--- Records for the exercise Enclosed Below ---
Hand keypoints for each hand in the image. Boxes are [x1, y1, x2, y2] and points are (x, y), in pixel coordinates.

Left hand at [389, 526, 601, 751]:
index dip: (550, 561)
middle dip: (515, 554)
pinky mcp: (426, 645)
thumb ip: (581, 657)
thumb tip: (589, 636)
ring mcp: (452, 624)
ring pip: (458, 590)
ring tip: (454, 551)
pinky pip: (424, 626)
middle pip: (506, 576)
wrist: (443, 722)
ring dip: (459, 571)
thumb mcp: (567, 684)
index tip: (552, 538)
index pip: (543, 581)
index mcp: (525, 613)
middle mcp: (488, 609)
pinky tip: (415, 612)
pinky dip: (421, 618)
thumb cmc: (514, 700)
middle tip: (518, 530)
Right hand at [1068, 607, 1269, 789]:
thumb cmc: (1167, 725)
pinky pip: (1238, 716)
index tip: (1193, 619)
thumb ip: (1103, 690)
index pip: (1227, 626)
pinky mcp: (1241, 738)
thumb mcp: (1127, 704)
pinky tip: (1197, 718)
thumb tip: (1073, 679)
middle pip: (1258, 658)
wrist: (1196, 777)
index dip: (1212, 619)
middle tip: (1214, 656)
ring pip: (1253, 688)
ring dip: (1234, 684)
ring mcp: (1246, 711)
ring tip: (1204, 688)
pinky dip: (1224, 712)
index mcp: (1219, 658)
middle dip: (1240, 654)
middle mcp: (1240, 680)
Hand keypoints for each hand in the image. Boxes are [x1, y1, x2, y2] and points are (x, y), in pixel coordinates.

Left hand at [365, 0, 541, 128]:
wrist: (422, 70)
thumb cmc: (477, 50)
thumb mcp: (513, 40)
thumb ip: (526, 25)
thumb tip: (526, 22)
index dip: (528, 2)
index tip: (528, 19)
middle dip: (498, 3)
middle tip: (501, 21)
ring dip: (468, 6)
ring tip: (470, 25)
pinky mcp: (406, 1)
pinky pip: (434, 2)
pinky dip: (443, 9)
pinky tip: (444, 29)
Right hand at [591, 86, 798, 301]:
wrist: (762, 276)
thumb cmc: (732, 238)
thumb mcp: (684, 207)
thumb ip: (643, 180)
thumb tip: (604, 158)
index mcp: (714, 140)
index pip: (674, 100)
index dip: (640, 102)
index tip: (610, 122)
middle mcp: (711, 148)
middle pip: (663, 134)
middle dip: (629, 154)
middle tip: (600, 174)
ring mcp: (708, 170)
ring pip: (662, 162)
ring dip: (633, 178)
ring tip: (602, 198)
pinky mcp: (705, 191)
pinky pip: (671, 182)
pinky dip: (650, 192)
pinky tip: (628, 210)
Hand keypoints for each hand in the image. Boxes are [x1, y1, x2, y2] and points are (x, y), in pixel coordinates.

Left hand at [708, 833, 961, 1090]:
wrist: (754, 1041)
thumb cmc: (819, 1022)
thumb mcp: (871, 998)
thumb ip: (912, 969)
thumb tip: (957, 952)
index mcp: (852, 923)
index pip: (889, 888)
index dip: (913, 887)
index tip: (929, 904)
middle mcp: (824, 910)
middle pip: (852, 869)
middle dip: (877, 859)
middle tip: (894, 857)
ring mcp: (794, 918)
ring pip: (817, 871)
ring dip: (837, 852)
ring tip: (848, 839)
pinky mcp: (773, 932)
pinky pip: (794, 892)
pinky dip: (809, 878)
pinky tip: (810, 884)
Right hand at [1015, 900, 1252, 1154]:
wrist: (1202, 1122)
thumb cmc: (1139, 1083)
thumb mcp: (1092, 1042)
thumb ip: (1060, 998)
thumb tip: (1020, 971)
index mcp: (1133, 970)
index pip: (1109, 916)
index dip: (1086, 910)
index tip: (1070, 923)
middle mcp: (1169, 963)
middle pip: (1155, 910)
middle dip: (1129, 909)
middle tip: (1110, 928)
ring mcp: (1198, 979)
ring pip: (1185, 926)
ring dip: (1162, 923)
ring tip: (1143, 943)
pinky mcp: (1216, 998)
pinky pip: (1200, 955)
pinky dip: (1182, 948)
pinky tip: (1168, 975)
--- End of Enclosed Records for the exercise ---
• Aim of the exercise: Return every line of the preceding records in which the word "Left" appears.

• Exercise answer:
Left hand at [389, 526, 601, 751]:
Left hand at [365, 0, 541, 128]:
Left hand at [708, 833, 961, 1090]:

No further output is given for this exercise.